Saturday, March 06, 2010
In Pursuit of Ice
I drove out to Dexter-Huron Metropark this morning to see if I could get some photos similar to some very serendipitous images I got about a year ago. We had some pretty cold weather in early March after a bit spring thawing had gone on. The resulting ice was filled with bubbles that created some amazing abstract images. Like any natural phenomenon, it's never the same, and as the saying goes, lightning rarely strikes twice. However, anyone engaged in a long-term photographic project will tell you that preparation and persistence always pay off. For one, the conditions were not the same as last year, but I did enjoy the cool morning -- the snow, no longer acting like snow, but more like shaved ice that you would use in a snowcone. I was able to walk on top of the slowly shrinking layer of snow and make my way down to the river. The tracks of geese from the previous day were frozen on the surface of the snow at the water's edge. Once by the river, I kept looking for an area of ice that had formed overnight and had some frozen bubbles trapped in it. There were not many spots, but I found the one shown at the top. That singular area was no more than a foot wide. I found a few more in some flooded low areas that had frozen, and those provided the additional "drama" of leaves below the ice. While I was setting up my gear, I heard the unmistakable sound of Sandhill cranes somewhere nearby. A delightful moment, for sure.

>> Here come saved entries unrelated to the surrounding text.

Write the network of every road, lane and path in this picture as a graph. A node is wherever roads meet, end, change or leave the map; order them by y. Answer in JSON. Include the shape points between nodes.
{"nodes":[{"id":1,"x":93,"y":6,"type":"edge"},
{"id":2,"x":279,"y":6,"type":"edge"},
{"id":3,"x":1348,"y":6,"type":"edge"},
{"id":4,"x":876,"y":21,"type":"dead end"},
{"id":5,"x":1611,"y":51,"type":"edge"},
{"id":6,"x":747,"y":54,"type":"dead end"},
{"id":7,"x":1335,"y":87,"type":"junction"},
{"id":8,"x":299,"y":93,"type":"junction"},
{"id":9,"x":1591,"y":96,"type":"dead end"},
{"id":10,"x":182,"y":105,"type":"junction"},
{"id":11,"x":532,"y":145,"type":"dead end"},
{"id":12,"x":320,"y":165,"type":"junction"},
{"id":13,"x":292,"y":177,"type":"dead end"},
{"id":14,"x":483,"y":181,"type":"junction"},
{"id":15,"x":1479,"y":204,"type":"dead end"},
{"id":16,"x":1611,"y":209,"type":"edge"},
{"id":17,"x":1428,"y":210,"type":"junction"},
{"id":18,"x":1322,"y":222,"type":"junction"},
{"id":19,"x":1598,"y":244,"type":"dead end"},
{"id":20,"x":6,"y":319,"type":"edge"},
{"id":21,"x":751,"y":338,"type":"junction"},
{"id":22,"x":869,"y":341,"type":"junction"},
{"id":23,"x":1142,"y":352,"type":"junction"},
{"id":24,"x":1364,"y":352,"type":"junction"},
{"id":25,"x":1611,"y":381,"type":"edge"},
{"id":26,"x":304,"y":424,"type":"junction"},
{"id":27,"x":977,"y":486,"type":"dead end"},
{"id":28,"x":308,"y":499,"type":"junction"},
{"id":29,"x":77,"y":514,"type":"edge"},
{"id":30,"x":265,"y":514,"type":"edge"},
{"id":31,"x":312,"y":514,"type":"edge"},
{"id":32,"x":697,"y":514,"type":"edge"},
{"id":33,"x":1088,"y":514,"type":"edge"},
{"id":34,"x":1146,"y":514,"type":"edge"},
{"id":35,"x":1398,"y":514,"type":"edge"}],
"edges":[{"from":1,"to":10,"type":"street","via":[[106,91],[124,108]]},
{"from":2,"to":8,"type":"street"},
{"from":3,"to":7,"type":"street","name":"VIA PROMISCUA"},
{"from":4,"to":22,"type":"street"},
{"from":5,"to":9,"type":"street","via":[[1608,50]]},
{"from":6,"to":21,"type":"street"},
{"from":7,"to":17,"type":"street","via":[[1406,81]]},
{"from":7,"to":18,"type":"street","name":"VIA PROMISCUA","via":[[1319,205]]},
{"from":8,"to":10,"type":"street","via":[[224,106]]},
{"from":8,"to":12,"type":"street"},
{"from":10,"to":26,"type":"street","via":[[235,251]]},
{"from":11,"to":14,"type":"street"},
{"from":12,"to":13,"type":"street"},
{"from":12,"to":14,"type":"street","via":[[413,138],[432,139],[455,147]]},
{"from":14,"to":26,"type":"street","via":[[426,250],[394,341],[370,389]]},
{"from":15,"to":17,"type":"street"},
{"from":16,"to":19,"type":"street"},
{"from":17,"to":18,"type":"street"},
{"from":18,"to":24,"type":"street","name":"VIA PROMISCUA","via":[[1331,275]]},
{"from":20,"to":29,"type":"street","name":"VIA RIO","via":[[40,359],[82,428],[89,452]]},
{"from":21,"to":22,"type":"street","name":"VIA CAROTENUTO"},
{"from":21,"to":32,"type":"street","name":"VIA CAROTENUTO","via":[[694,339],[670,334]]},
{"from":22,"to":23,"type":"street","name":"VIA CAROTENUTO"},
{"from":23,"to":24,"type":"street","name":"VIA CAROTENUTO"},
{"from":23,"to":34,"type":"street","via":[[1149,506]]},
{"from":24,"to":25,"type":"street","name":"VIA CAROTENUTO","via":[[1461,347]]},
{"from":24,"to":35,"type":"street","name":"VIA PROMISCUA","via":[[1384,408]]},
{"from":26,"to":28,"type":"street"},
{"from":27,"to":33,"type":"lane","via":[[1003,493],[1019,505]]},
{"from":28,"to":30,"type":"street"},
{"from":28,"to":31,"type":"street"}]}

I was shooting with my recently-acquired Canon A-1 and various lenses, as well as the G11. The A-1 performed well, and I'll develop the Tri-X tonight to see how I fared.
It's easy to just stay in bed on a Saturday morning, and I know I have gotten somewhat lazy the past couple of years, not jumping up at dawn to take advantage of the light, like a nature photographer should. But it's easier to do with a project in mind, and like most people, I work best when I am inspired.
Be inspired. Be prepared. Be successful.